The researchers found that people who drank the most sugary beverages consistently had higher blood pressure.
In fact, the researchers found that every extra soda or fruit drink per day increased a patient's mean systolic blood pressure -- that's the top number -- by about 1.6 millimeters of mercury, the unit in which blood pressure is measured.
There were similar associations for diastolic blood pressure, the researchers said.
Also, the link between sugary drink intake and blood pressure was even stronger among people who were found to have higher salt intake -- an important cause of high blood pressure in itself, Brown said.
And contrary to recent results that found diet soda to be culprit in an increased risk of stroke and heart attack, in this study the beverage had no link with blood pressure.
Could Empty Calories Displace Healthy Ones?
Yet there were direct associations between blood pressure and both fructose and glucose, the researchers noted.

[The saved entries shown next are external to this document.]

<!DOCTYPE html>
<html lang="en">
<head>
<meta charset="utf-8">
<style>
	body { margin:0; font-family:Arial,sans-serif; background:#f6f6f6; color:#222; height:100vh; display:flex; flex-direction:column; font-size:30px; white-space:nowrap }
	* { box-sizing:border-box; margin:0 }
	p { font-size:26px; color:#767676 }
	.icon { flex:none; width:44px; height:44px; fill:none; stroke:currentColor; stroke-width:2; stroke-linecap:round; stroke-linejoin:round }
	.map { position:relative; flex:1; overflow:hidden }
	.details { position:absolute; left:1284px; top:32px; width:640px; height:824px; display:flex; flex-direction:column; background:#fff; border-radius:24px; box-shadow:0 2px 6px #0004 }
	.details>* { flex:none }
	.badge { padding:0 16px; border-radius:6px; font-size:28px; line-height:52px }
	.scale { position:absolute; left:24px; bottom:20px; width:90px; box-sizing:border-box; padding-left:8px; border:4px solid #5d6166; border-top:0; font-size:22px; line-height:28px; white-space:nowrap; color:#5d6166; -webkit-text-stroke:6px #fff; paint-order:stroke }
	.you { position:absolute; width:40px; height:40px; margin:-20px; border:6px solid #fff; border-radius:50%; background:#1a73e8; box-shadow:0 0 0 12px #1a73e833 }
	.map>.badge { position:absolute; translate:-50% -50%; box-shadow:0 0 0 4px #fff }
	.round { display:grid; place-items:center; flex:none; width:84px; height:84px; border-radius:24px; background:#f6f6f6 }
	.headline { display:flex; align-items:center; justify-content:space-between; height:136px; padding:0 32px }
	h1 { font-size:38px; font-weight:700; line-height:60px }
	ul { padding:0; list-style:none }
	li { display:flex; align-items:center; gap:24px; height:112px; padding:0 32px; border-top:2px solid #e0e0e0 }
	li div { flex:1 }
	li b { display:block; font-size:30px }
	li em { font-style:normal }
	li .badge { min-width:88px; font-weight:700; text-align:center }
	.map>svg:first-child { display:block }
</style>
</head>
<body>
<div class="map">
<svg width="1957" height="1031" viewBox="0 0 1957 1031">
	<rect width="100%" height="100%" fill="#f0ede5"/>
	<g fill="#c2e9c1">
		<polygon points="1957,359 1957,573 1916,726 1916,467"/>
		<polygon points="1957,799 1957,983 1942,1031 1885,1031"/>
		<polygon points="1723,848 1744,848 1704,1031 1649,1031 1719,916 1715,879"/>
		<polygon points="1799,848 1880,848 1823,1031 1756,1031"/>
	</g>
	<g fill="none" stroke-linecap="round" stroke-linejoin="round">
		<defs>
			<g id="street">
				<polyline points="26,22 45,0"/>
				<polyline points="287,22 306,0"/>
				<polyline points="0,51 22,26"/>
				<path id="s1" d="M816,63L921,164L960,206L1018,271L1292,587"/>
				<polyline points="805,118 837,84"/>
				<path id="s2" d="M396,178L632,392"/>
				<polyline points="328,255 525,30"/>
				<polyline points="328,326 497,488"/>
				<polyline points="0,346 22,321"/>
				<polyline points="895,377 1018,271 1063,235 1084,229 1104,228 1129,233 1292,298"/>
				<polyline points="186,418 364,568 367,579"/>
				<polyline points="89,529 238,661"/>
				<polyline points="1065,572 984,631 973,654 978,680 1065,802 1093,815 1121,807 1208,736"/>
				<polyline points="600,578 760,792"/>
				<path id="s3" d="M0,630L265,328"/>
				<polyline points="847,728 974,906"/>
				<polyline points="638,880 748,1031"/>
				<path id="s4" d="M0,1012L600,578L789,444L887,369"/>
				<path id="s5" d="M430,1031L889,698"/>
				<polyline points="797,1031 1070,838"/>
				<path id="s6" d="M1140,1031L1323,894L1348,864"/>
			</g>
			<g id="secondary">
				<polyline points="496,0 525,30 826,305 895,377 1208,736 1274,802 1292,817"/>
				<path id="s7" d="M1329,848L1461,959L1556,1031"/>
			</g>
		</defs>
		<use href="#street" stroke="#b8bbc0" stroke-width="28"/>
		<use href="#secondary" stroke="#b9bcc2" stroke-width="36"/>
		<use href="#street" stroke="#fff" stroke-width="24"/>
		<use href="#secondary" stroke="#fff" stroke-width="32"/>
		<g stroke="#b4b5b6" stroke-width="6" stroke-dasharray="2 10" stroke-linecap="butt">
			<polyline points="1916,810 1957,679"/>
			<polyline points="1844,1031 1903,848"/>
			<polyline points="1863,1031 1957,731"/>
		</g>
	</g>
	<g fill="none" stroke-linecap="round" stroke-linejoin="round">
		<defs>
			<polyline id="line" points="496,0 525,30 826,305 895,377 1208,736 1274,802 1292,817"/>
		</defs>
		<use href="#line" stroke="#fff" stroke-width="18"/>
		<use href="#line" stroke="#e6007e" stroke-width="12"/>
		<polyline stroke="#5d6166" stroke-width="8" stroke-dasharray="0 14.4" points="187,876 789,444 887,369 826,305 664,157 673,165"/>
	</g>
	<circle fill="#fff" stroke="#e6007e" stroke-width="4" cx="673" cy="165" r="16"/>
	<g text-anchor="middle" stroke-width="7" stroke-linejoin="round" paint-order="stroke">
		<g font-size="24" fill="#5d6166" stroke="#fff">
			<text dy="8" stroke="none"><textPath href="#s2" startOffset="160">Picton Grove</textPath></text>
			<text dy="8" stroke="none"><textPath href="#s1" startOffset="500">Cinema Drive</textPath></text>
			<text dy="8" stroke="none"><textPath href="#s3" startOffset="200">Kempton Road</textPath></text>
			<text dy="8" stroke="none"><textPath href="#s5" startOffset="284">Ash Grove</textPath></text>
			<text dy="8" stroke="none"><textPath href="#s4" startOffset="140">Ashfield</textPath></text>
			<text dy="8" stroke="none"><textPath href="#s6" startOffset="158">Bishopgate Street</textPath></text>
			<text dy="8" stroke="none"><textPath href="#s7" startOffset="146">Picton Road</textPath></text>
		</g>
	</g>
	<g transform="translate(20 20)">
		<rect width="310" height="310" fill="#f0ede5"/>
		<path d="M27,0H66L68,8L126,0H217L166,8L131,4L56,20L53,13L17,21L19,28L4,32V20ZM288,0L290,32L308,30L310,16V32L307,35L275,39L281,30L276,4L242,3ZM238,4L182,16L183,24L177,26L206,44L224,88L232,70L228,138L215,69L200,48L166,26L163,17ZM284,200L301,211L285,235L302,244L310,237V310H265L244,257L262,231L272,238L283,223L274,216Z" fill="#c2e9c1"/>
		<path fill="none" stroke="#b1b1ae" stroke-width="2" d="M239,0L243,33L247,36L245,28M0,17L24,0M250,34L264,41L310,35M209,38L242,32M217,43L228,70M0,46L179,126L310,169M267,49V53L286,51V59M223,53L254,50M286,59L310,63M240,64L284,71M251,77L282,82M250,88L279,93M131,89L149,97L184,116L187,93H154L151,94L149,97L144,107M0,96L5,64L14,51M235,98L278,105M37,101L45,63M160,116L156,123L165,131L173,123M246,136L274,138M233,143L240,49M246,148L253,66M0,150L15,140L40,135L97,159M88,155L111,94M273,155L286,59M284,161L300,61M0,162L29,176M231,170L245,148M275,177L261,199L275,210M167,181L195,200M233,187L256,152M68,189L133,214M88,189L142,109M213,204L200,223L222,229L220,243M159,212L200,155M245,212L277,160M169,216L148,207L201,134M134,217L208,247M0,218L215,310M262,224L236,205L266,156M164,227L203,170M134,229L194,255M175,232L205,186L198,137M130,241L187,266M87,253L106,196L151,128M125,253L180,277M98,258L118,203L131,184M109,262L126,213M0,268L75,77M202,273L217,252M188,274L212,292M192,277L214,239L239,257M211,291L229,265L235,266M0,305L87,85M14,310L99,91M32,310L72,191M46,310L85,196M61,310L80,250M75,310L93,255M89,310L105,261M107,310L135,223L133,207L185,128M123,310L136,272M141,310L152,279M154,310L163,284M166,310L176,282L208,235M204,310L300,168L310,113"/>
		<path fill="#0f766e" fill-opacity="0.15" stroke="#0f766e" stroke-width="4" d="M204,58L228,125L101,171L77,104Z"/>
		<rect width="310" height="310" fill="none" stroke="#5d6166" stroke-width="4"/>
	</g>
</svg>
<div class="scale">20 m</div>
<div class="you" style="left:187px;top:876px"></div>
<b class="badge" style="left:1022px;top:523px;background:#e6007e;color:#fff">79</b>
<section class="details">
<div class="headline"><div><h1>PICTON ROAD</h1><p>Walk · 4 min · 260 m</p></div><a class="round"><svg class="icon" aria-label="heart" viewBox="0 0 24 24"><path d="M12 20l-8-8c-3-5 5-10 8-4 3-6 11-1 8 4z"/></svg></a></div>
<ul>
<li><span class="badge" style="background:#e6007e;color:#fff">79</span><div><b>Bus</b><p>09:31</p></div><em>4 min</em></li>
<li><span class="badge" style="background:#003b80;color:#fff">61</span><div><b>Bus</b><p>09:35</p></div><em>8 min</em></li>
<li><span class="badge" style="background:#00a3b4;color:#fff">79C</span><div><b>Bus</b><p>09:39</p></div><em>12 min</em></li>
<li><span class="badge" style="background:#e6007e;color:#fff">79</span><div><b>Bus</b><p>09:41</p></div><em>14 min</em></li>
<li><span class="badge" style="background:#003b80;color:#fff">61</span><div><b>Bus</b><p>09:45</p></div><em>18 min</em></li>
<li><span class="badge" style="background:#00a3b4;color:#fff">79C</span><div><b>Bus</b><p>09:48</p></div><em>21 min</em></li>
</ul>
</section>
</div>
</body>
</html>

Specifically, increases in fructose consumption were tied to increases in systolic blood pressure, even after controlling for weight, height, and other factors.
The association may work through the uric acid pathway -- fructose consumption leads to increased serum uric acid, which may influence blood pressure by reducing levels of nitric oxide, a "potent vasodilator," the researchers said.
They also found that people who had more sugar-sweetened beverages each day tended to have less healthy diets overall than those who didn't partake.
"It appears that empty calories from these drinks displace calories from other foods that have beneficial nutrients such as minerals and vitamins," Brown said.
The researchers said the findings are similar to those from other large cohort analyses, including the National Health and Nutrition Examination Survey (NHANES) and the Nurses Health Study, but they cautioned that it had a number of limitations including self-reported data and its lack of ability to determine causality.